Author: Rhonda Ward

UConn Researcher’s Nanoparticle Key to New Malaria Vaccine

By Colin Poitras, UConn Today, September 3, 2014

This self-assembling protein nanoparticle relies on rigid protein structures called ‘coiled coils’ (blue and green in the image) to create a stable framework upon which scientists can attach malaria parasite antigens. Early tests show that injecting the nanoparticles into the body as a vaccine initiates a strong immune system response that destroys a malarial parasite when it enters the body and before it has time to spread. (Image courtesy of Peter Burkhard)
This self-assembling protein nanoparticle relies on rigid protein structures called ‘coiled coils’ (blue and green in the image) to create a stable framework upon which scientists can attach malaria parasite antigens. Early tests show that injecting the nanoparticles into the body as a vaccine initiates a strong immune system response that destroys a malarial parasite when it enters the body and before it has time to spread. (Image courtesy of Peter Burkhard)
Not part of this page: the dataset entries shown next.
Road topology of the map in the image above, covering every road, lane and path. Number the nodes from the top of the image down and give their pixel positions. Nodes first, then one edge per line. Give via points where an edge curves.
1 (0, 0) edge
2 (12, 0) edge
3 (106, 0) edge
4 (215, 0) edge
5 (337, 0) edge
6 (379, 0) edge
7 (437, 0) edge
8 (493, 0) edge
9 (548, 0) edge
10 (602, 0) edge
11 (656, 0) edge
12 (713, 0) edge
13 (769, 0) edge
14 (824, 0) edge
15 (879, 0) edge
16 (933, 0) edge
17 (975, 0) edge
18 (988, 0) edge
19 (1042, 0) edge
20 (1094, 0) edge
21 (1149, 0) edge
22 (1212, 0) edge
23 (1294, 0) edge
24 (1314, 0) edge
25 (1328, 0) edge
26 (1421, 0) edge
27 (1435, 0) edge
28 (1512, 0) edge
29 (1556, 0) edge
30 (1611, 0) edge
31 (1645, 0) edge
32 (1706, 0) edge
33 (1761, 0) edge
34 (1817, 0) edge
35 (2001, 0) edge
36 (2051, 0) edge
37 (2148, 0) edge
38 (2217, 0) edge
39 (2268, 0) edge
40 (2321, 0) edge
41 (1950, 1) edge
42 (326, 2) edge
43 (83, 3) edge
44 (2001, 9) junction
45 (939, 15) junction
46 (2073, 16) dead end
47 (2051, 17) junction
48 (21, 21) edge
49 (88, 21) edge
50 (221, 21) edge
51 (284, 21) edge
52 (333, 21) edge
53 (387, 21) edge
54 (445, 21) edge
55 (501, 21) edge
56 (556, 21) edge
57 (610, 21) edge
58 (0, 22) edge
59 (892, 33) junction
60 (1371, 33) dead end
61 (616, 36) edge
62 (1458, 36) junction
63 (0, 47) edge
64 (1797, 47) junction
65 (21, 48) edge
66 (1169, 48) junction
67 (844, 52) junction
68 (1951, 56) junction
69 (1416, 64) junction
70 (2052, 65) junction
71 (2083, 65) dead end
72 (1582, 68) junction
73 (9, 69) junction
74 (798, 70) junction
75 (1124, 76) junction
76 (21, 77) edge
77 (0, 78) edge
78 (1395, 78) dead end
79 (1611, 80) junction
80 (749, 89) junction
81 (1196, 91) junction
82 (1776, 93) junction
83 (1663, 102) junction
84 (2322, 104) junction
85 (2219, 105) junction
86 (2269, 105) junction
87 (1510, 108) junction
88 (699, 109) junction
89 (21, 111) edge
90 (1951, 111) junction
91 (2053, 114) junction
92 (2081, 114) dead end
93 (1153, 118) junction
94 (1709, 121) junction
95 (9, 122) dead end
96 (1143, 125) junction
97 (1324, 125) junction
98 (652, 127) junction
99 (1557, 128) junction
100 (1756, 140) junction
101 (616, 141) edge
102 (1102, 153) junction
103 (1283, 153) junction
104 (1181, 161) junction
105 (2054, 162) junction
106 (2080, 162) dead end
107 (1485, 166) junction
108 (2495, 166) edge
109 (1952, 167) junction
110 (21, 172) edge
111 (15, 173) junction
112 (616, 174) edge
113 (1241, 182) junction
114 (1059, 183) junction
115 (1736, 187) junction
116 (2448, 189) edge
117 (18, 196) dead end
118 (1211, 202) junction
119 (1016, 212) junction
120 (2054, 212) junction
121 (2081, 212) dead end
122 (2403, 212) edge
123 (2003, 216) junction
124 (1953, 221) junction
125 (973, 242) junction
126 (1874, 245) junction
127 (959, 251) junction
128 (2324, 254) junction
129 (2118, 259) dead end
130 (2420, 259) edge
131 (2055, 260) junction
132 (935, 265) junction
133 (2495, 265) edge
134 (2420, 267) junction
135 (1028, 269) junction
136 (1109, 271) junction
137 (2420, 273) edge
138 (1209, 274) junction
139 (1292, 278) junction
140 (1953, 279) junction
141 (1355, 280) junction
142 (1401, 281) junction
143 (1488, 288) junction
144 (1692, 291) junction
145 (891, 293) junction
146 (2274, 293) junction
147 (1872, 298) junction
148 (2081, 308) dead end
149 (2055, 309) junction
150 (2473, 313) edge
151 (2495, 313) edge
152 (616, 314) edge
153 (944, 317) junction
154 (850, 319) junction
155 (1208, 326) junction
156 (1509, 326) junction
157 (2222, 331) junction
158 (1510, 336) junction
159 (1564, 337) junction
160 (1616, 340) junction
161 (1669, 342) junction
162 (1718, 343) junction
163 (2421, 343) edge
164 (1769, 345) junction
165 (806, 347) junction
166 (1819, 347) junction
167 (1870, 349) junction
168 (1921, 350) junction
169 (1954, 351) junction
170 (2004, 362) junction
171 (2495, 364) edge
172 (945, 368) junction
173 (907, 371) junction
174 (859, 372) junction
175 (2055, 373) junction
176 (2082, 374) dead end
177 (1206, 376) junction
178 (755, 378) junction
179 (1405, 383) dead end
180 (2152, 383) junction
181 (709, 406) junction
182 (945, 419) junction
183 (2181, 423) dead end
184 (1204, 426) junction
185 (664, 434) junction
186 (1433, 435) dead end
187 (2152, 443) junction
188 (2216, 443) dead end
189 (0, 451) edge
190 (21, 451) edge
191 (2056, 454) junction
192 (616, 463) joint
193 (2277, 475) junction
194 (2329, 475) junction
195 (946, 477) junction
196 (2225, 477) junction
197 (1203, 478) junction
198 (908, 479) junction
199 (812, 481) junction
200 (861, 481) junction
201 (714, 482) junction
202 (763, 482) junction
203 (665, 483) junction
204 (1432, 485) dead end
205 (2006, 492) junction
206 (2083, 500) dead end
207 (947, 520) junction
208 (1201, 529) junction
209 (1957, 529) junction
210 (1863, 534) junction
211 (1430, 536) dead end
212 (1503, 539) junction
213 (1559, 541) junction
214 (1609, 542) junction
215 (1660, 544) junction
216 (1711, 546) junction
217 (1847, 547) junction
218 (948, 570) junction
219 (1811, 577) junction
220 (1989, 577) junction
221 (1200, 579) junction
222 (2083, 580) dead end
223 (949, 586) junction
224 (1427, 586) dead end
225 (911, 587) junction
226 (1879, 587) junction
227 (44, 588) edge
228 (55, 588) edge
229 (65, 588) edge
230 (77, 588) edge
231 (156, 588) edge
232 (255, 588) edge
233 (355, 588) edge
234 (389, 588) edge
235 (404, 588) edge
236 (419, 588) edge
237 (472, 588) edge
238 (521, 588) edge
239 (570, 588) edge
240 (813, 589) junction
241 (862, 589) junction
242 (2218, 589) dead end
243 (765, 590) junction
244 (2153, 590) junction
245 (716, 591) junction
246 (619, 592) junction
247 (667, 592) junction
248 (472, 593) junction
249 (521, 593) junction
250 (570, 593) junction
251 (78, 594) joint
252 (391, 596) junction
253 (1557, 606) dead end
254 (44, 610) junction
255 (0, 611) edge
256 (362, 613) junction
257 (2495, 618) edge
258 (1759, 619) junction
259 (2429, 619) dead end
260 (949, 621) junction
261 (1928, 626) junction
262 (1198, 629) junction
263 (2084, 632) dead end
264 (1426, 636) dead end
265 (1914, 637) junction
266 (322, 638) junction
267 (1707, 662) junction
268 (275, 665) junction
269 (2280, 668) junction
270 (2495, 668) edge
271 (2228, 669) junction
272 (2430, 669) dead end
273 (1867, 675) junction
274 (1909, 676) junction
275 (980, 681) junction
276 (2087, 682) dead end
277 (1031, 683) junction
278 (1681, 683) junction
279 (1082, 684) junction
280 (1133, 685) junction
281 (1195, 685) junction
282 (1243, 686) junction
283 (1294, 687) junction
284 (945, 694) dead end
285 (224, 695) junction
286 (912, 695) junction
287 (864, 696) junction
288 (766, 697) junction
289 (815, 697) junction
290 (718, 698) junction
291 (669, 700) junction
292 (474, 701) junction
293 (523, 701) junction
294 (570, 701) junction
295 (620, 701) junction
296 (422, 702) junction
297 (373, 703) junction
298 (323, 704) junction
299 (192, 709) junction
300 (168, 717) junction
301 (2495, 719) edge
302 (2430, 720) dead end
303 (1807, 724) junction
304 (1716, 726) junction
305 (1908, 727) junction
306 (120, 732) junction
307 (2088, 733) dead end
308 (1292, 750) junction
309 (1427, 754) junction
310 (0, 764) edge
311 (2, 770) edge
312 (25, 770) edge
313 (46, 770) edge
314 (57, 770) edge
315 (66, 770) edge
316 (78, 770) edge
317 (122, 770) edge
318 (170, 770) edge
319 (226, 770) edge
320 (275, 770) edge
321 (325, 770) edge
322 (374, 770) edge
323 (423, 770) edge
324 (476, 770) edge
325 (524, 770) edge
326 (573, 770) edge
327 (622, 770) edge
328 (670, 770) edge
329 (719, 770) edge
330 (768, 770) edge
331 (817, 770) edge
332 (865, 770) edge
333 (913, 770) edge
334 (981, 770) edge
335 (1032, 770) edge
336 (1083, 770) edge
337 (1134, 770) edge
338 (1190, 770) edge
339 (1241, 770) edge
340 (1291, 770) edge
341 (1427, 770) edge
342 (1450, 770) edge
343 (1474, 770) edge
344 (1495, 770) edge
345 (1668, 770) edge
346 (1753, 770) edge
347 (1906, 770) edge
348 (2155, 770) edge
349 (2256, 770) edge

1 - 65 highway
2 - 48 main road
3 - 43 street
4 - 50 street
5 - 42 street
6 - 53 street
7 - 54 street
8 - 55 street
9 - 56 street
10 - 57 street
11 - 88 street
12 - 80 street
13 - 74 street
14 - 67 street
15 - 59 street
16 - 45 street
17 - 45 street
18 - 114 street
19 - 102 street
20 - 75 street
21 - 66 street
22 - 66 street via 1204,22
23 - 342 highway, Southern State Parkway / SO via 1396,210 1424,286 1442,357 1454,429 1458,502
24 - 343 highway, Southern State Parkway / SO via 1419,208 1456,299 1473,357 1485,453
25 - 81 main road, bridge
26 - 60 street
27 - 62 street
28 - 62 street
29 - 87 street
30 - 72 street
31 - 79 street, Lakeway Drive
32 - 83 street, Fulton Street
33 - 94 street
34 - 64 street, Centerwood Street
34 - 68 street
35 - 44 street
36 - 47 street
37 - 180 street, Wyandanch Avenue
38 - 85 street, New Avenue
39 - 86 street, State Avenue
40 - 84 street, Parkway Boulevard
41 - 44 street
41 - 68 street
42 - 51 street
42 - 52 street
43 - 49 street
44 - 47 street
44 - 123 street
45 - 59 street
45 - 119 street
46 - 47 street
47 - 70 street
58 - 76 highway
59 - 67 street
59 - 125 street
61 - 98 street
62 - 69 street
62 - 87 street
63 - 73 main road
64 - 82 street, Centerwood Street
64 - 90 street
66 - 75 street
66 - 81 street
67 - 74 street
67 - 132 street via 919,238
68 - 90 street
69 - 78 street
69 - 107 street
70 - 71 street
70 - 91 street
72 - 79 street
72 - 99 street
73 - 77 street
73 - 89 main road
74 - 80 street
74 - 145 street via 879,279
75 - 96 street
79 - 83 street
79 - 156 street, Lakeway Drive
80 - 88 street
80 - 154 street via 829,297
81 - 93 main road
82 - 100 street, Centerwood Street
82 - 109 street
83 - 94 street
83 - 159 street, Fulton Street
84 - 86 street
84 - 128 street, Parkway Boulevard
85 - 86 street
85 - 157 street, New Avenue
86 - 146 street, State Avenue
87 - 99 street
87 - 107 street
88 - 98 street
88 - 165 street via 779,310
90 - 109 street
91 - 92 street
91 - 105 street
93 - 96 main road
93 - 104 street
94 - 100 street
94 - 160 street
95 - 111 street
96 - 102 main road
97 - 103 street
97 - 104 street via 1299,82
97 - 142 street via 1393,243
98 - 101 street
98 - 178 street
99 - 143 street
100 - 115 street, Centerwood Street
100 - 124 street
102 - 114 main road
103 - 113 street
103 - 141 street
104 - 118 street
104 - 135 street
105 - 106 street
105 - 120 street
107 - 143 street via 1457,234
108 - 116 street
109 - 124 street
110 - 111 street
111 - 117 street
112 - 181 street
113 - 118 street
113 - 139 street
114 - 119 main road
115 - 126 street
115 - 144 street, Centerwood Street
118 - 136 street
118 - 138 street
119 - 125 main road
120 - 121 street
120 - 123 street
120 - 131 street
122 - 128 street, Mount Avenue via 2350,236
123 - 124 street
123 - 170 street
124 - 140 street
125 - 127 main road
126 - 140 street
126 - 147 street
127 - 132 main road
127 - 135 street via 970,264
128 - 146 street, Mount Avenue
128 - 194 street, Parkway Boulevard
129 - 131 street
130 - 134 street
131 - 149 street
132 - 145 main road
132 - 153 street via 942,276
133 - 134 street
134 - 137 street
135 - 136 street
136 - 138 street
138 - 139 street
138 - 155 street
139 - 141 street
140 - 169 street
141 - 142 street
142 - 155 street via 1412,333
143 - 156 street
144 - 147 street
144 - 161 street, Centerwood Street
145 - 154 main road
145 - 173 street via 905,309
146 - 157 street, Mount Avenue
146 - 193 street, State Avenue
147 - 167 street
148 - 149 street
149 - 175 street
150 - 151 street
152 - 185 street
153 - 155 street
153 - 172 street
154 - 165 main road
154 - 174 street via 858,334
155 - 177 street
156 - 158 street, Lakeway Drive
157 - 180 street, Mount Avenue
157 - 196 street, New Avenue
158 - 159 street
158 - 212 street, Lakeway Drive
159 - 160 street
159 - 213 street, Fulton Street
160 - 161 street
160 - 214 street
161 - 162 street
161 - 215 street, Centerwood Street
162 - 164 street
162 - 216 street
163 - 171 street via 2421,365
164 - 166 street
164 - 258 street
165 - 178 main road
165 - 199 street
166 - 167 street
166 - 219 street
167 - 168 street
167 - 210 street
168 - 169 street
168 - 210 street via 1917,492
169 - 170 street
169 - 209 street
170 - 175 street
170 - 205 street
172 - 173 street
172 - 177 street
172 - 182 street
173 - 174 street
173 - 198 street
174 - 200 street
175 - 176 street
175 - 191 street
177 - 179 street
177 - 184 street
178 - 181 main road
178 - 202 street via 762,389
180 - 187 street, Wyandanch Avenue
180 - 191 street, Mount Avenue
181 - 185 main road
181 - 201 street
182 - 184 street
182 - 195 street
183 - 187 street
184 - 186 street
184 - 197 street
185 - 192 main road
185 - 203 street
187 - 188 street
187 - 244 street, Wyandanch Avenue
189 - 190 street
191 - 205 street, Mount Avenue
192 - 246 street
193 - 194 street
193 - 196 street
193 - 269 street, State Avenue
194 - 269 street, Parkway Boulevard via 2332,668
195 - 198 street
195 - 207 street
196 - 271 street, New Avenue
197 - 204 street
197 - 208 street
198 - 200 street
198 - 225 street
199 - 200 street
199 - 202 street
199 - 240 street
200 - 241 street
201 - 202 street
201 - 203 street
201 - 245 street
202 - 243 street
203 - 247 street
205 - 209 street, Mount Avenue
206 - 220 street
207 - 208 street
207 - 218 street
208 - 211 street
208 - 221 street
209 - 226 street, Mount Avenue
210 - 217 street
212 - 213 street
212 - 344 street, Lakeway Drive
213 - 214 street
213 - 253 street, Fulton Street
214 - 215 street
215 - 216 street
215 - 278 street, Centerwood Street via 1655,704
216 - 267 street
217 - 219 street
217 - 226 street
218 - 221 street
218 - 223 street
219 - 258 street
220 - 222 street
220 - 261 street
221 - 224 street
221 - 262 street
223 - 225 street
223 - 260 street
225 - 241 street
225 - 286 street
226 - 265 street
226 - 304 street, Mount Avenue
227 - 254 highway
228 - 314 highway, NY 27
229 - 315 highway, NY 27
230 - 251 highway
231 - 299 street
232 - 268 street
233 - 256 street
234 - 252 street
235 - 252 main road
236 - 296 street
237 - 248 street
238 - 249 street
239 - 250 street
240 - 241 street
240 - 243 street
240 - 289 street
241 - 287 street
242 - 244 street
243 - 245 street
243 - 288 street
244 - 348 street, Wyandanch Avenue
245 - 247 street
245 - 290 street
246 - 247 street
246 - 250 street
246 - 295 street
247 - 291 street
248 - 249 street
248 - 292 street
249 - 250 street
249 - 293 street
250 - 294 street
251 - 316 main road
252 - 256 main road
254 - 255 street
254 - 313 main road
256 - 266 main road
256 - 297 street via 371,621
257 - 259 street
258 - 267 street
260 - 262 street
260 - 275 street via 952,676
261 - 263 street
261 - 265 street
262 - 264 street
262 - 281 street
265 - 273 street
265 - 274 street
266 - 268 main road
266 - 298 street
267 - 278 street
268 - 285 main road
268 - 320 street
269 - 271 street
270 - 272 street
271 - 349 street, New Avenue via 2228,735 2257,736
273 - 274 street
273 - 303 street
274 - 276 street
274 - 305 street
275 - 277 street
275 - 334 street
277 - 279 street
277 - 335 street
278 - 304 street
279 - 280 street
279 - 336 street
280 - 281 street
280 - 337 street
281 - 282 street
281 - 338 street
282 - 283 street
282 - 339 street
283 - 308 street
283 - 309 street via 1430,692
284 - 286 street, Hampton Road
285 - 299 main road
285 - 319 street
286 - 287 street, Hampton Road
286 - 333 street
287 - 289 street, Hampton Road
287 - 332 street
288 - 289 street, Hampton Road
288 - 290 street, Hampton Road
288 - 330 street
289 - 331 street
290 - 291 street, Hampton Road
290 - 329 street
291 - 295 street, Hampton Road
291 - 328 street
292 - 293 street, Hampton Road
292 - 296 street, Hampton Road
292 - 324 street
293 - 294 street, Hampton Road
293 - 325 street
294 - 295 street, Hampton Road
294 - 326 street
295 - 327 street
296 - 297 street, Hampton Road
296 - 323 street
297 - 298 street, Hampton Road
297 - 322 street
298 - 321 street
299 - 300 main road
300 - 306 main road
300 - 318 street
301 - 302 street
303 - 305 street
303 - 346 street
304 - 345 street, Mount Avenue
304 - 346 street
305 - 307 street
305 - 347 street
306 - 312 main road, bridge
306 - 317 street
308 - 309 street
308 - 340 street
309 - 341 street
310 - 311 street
A self-assembling nanoparticle designed by a UConn professor is the key component of a potent new malaria vaccine that is showing promise in early tests.

For years, scientists trying to develop a malaria vaccine have been stymied by the malaria parasite’s ability to transform itself and “hide” in the liver and red blood cells of an infected person to avoid detection by the immune system.

But a novel protein nanoparticle developed by Peter Burkhard, a professor in the Department of Molecular & Cell Biology, in collaboration with David Lanar, an infectious disease specialist with the Walter Reed Army Institute of Research, has shown to be effective at getting the immune system to attack the most lethal species of malaria parasite, Plasmodium falciparum, after it enters the body and before it has a chance to hide and aggressively spread.

The key to the vaccine’s success lies in the nanoparticle’s perfect icosahedral symmetry (think of the pattern on a soccer ball) and ability to carry on its surface up to 60 copies of the parasite’s protein. The proteins are arranged in a dense, carefully constructed cluster that the immune system perceives as a threat, prompting it to release large amounts of antibodies that can attack and kill the parasite.

In tests with mice, the vaccine was 90-100 percent effective in eradicating the Plasmodium falciparum parasite and maintaining long-term immunity over 15 months. That success rate is considerably higher than the reported success rate for RTS,S, the world’s most advanced malaria vaccine candidate currently undergoing phase 3 clinical trials, which is the last stage of testing before licensing.

Peter Burkhard, professor of molecular and cell biology, with an image of the protein nanoparticle he designed. (Peter Morenus/UConn Photo)
Peter Burkhard, professor of molecular and cell biology, with an image of the protein nanoparticle he designed. (Peter Morenus/UConn Photo)

“Both vaccines are similar, it’s just that the density of the RTS,S protein displays is much lower than ours,” says Burkhard. “The homogeneity of our vaccine is much higher, which produces a stronger immune system response. That is why we are confident that ours will be an improvement.

“Every single protein chain that forms our particle displays one of the pathogen’s protein molecules that are recognized by the immune system,” adds Burkhard, an expert in structural biology affiliated with UConn’s Institute of Materials Science. “With RTS,S, only about 14 percent of the vaccine’s protein is from the malaria parasite. We are able to achieve our high density because of the design of the nanoparticle, which we control.”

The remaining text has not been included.